SUPPLIED DATA:
.....
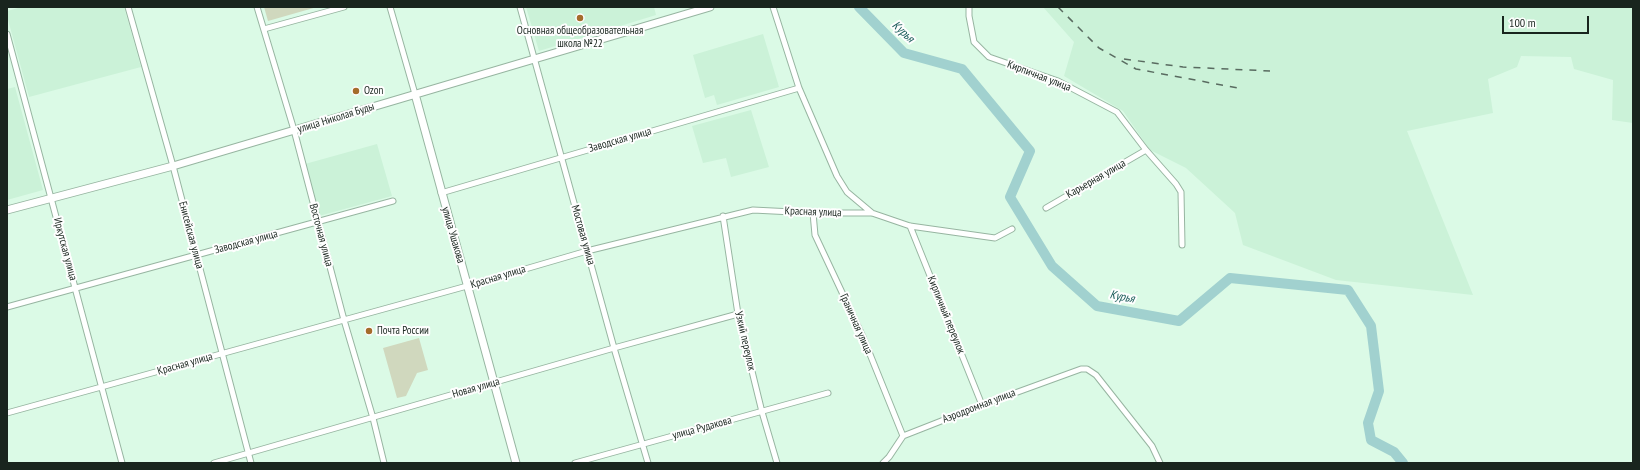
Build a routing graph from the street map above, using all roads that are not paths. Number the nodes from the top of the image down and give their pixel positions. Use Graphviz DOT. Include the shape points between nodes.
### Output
graph roads {
  1 [pos="128,7"];
  2 [pos="257,7"];
  3 [pos="344,7"];
  4 [pos="390,7"];
  5 [pos="520,7"];
  6 [pos="710,7"];
  7 [pos="773,7"];
  8 [pos="969,7"];
  9 [pos="264,29"];
  10 [pos="7,34"];
  11 [pos="534,59"];
  12 [pos="799,88"];
  13 [pos="415,94"];
  14 [pos="294,130"];
  15 [pos="1146,150"];
  16 [pos="561,158"];
  17 [pos="173,166"];
  18 [pos="441,192"];
  19 [pos="52,199"];
  20 [pos="393,201"];
  21 [pos="1046,208"];
  22 [pos="7,210"];
  23 [pos="813,213"];
  24 [pos="872,213"];
  25 [pos="723,216"];
  26 [pos="318,222"];
  27 [pos="910,226"];
  28 [pos="1012,230"];
  29 [pos="1182,245"];
  30 [pos="587,250"];
  31 [pos="196,255"];
  32 [pos="467,286"];
  33 [pos="75,289"];
  34 [pos="7,307"];
  35 [pos="738,314"];
  36 [pos="344,320"];
  37 [pos="614,348"];
  38 [pos="222,354"];
  39 [pos="494,383"];
  40 [pos="101,387"];
  41 [pos="828,393"];
  42 [pos="982,404"];
  43 [pos="762,412"];
  44 [pos="7,413"];
  45 [pos="373,418"];
  46 [pos="902,436"];
  47 [pos="643,444"];
  48 [pos="249,454"];
  49 [pos="122,463"];
  50 [pos="214,463"];
  51 [pos="251,463"];
  52 [pos="384,463"];
  53 [pos="516,463"];
  54 [pos="575,463"];
  55 [pos="648,463"];
  56 [pos="778,463"];
  57 [pos="882,463"];
  58 [pos="1160,463"];
  1 -- 17 [label="street, Енисейская улица"];
  2 -- 9 [label="street, Восточная улица"];
  3 -- 9 [label="street"];
  4 -- 13 [label="street, улица Ушакова"];
  5 -- 11 [label="street, Мостовая улица"];
  6 -- 11 [label="street, улица Николая Буды"];
  7 -- 12 [label="street"];
  8 -- 15 [label="street, Кирпичная улица" via="974,42 988,57 1058,81 1117,112"];
  9 -- 14 [label="street, Восточная улица"];
  10 -- 19 [label="street, Иркутская улица"];
  11 -- 13 [label="street, улица Николая Буды"];
  11 -- 16 [label="street, Мостовая улица"];
  12 -- 16 [label="street, Заводская улица"];
  12 -- 24 [label="street" via="842,185"];
  13 -- 14 [label="street, улица Николая Буды"];
  13 -- 18 [label="street, улица Ушакова"];
  14 -- 17 [label="street, улица Николая Буды"];
  14 -- 26 [label="street, Восточная улица"];
  15 -- 21 [label="street, Карьерная улица"];
  15 -- 29 [label="street, Кирпичная улица" via="1181,192"];
  16 -- 18 [label="street, Заводская улица"];
  16 -- 30 [label="street, Мостовая улица"];
  17 -- 19 [label="street, улица Николая Буды"];
  17 -- 31 [label="street, Енисейская улица"];
  18 -- 32 [label="street, улица Ушакова"];
  19 -- 22 [label="street, улица Николая Буды"];
  19 -- 33 [label="street, Иркутская улица"];
  20 -- 26 [label="street, Заводская улица"];
  23 -- 24 [label="street, Красная улица"];
  23 -- 25 [label="street, Красная улица" via="763,209"];
  23 -- 46 [label="street, Граничная улица" via="815,235 863,337"];
  24 -- 27 [label="street, Красная улица"];
  25 -- 30 [label="street, Красная улица"];
  25 -- 35 [label="street, Узкий переулок"];
  26 -- 31 [label="street, Заводская улица"];
  26 -- 36 [label="street, Восточная улица"];
  27 -- 28 [label="street, Красная улица" via="995,238"];
  27 -- 42 [label="street, Кирпичный переулок"];
  30 -- 32 [label="street, Красная улица"];
  30 -- 37 [label="street, Мостовая улица"];
  31 -- 33 [label="street, Заводская улица"];
  31 -- 38 [label="street, Енисейская улица"];
  32 -- 36 [label="street, Красная улица"];
  32 -- 39 [label="street, улица Ушакова"];
  33 -- 34 [label="street, Заводская улица"];
  33 -- 40 [label="street, Иркутская улица"];
  35 -- 37 [label="street, Новая улица"];
  35 -- 43 [label="street, Узкий переулок"];
  36 -- 38 [label="street, Красная улица"];
  36 -- 45 [label="street, Восточная улица"];
  37 -- 39 [label="street, Новая улица"];
  37 -- 47 [label="street, Мостовая улица"];
  38 -- 40 [label="street, Красная улица"];
  38 -- 48 [label="street, Енисейская улица"];
  39 -- 45 [label="street, Новая улица"];
  39 -- 53 [label="street, улица Ушакова"];
  40 -- 44 [label="street, Красная улица"];
  40 -- 49 [label="street, Иркутская улица"];
  41 -- 43 [label="street, улица Рудакова"];
  42 -- 46 [label="street, Аэродромная улица"];
  42 -- 58 [label="street, Аэродромная улица" via="1087,369 1096,375 1132,420 1152,446"];
  43 -- 47 [label="street, улица Рудакова"];
  43 -- 56 [label="street, Узкий переулок"];
  45 -- 48 [label="street, Новая улица"];
  45 -- 52 [label="street, Восточная улица"];
  46 -- 57 [label="street" via="889,457"];
  47 -- 54 [label="street, улица Рудакова"];
  47 -- 55 [label="street, Мостовая улица"];
  48 -- 50 [label="street, Новая улица"];
  48 -- 51 [label="street, Енисейская улица"];
}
.....
ASSIGNED TASK: Would you reproduce the listing above in full and exactly, without its pictures?

YOUR RESPONSE:
Build a routing graph from the street map above, using all roads that are not paths. Number the nodes from the top of the image down and give their pixel positions. Use Graphviz DOT. Include the shape points between nodes.
### Output
graph roads {
  1 [pos="128,7"];
  2 [pos="257,7"];
  3 [pos="344,7"];
  4 [pos="390,7"];
  5 [pos="520,7"];
  6 [pos="710,7"];
  7 [pos="773,7"];
  8 [pos="969,7"];
  9 [pos="264,29"];
  10 [pos="7,34"];
  11 [pos="534,59"];
  12 [pos="799,88"];
  13 [pos="415,94"];
  14 [pos="294,130"];
  15 [pos="1146,150"];
  16 [pos="561,158"];
  17 [pos="173,166"];
  18 [pos="441,192"];
  19 [pos="52,199"];
  20 [pos="393,201"];
  21 [pos="1046,208"];
  22 [pos="7,210"];
  23 [pos="813,213"];
  24 [pos="872,213"];
  25 [pos="723,216"];
  26 [pos="318,222"];
  27 [pos="910,226"];
  28 [pos="1012,230"];
  29 [pos="1182,245"];
  30 [pos="587,250"];
  31 [pos="196,255"];
  32 [pos="467,286"];
  33 [pos="75,289"];
  34 [pos="7,307"];
  35 [pos="738,314"];
  36 [pos="344,320"];
  37 [pos="614,348"];
  38 [pos="222,354"];
  39 [pos="494,383"];
  40 [pos="101,387"];
  41 [pos="828,393"];
  42 [pos="982,404"];
  43 [pos="762,412"];
  44 [pos="7,413"];
  45 [pos="373,418"];
  46 [pos="902,436"];
  47 [pos="643,444"];
  48 [pos="249,454"];
  49 [pos="122,463"];
  50 [pos="214,463"];
  51 [pos="251,463"];
  52 [pos="384,463"];
  53 [pos="516,463"];
  54 [pos="575,463"];
  55 [pos="648,463"];
  56 [pos="778,463"];
  57 [pos="882,463"];
  58 [pos="1160,463"];
  1 -- 17 [label="street, Енисейская улица"];
  2 -- 9 [label="street, Восточная улица"];
  3 -- 9 [label="street"];
  4 -- 13 [label="street, улица Ушакова"];
  5 -- 11 [label="street, Мостовая улица"];
  6 -- 11 [label="street, улица Николая Буды"];
  7 -- 12 [label="street"];
  8 -- 15 [label="street, Кирпичная улица" via="974,42 988,57 1058,81 1117,112"];
  9 -- 14 [label="street, Восточная улица"];
  10 -- 19 [label="street, Иркутская улица"];
  11 -- 13 [label="street, улица Николая Буды"];
  11 -- 16 [label="street, Мостовая улица"];
  12 -- 16 [label="street, Заводская улица"];
  12 -- 24 [label="street" via="842,185"];
  13 -- 14 [label="street, улица Николая Буды"];
  13 -- 18 [label="street, улица Ушакова"];
  14 -- 17 [label="street, улица Николая Буды"];
  14 -- 26 [label="street, Восточная улица"];
  15 -- 21 [label="street, Карьерная улица"];
  15 -- 29 [label="street, Кирпичная улица" via="1181,192"];
  16 -- 18 [label="street, Заводская улица"];
  16 -- 30 [label="street, Мостовая улица"];
  17 -- 19 [label="street, улица Николая Буды"];
  17 -- 31 [label="street, Енисейская улица"];
  18 -- 32 [label="street, улица Ушакова"];
  19 -- 22 [label="street, улица Николая Буды"];
  19 -- 33 [label="street, Иркутская улица"];
  20 -- 26 [label="street, Заводская улица"];
  23 -- 24 [label="street, Красная улица"];
  23 -- 25 [label="street, Красная улица" via="763,209"];
  23 -- 46 [label="street, Граничная улица" via="815,235 863,337"];
  24 -- 27 [label="street, Красная улица"];
  25 -- 30 [label="street, Красная улица"];
  25 -- 35 [label="street, Узкий переулок"];
  26 -- 31 [label="street, Заводская улица"];
  26 -- 36 [label="street, Восточная улица"];
  27 -- 28 [label="street, Красная улица" via="995,238"];
  27 -- 42 [label="street, Кирпичный переулок"];
  30 -- 32 [label="street, Красная улица"];
  30 -- 37 [label="street, Мостовая улица"];
  31 -- 33 [label="street, Заводская улица"];
  31 -- 38 [label="street, Енисейская улица"];
  32 -- 36 [label="street, Красная улица"];
  32 -- 39 [label="street, улица Ушакова"];
  33 -- 34 [label="street, Заводская улица"];
  33 -- 40 [label="street, Иркутская улица"];
  35 -- 37 [label="street, Новая улица"];
  35 -- 43 [label="street, Узкий переулок"];
  36 -- 38 [label="street, Красная улица"];
  36 -- 45 [label="street, Восточная улица"];
  37 -- 39 [label="street, Новая улица"];
  37 -- 47 [label="street, Мостовая улица"];
  38 -- 40 [label="street, Красная улица"];
  38 -- 48 [label="street, Енисейская улица"];
  39 -- 45 [label="street, Новая улица"];
  39 -- 53 [label="street, улица Ушакова"];
  40 -- 44 [label="street, Красная улица"];
  40 -- 49 [label="street, Иркутская улица"];
  41 -- 43 [label="street, улица Рудакова"];
  42 -- 46 [label="street, Аэродромная улица"];
  42 -- 58 [label="street, Аэродромная улица" via="1087,369 1096,375 1132,420 1152,446"];
  43 -- 47 [label="street, улица Рудакова"];
  43 -- 56 [label="street, Узкий переулок"];
  45 -- 48 [label="street, Новая улица"];
  45 -- 52 [label="street, Восточная улица"];
  46 -- 57 [label="street" via="889,457"];
  47 -- 54 [label="street, улица Рудакова"];
  47 -- 55 [label="street, Мостовая улица"];
  48 -- 50 [label="street, Новая улица"];
  48 -- 51 [label="street, Енисейская улица"];
}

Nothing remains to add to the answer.